*What to produce*
The word "East" occurs in some lines of the listing. Copy those lines.

BEGIN

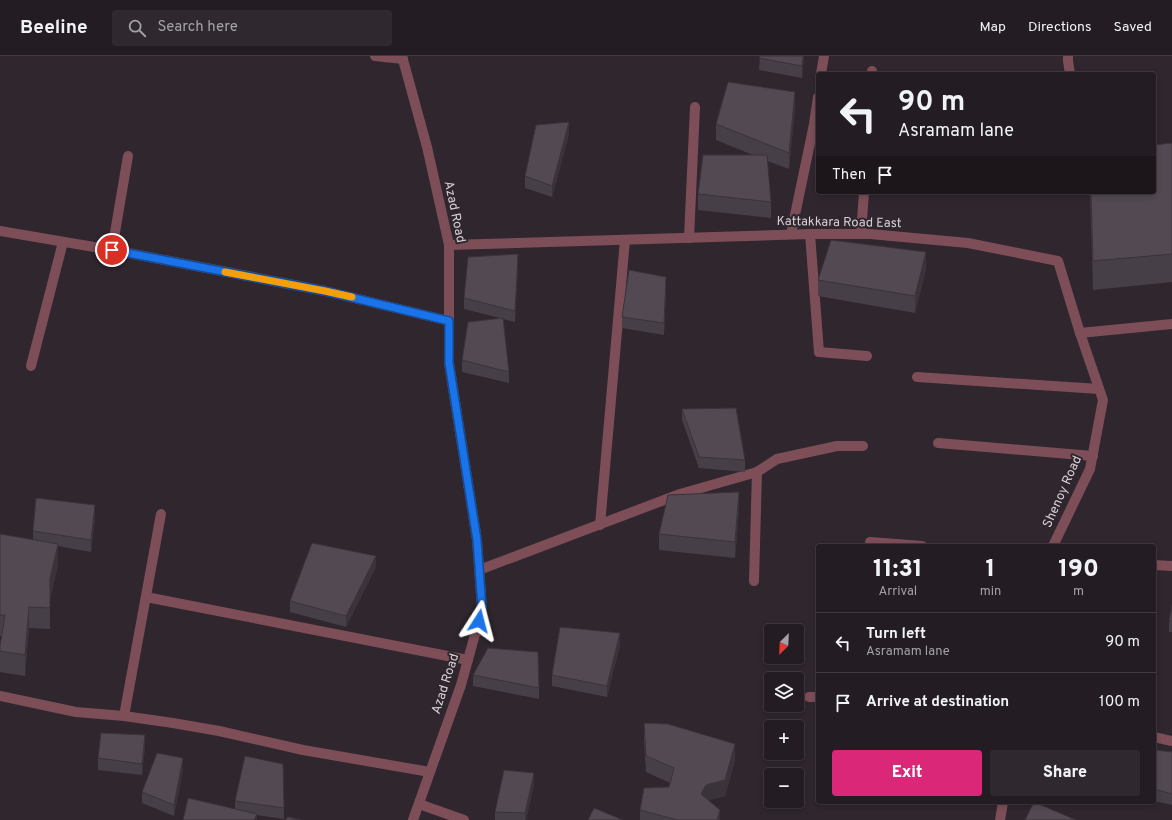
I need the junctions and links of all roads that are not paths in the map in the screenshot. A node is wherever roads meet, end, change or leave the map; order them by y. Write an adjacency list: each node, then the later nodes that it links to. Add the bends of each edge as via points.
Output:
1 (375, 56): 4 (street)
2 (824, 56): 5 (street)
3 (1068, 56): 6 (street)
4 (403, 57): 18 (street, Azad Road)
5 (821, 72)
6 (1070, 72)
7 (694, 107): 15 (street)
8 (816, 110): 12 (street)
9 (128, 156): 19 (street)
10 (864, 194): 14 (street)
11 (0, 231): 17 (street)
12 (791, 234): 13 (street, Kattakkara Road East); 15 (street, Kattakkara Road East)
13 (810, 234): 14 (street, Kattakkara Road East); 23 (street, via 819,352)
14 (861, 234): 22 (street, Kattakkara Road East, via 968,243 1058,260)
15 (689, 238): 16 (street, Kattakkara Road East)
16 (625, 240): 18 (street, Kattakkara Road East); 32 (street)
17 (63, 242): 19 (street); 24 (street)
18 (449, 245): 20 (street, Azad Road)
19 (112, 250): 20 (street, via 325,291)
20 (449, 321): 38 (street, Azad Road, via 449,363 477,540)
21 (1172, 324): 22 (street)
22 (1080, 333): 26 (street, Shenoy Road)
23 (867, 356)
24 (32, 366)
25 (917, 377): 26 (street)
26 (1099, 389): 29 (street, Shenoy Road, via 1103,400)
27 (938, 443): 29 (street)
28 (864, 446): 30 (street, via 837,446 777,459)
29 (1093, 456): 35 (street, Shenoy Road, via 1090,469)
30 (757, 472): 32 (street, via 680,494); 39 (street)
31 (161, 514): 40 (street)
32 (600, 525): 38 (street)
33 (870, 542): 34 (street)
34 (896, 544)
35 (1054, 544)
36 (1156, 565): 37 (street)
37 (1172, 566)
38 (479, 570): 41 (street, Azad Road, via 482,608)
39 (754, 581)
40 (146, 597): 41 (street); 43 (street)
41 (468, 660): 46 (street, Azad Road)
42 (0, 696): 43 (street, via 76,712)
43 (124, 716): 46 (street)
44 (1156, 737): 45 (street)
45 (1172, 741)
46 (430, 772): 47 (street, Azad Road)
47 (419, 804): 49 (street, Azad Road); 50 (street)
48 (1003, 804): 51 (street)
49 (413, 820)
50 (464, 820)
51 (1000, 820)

END

*Your solution*
12 (791, 234): 13 (street, Kattakkara Road East); 15 (street, Kattakkara Road East)
13 (810, 234): 14 (street, Kattakkara Road East); 23 (street, via 819,352)
14 (861, 234): 22 (street, Kattakkara Road East, via 968,243 1058,260)
15 (689, 238): 16 (street, Kattakkara Road East)
16 (625, 240): 18 (street, Kattakkara Road East); 32 (street)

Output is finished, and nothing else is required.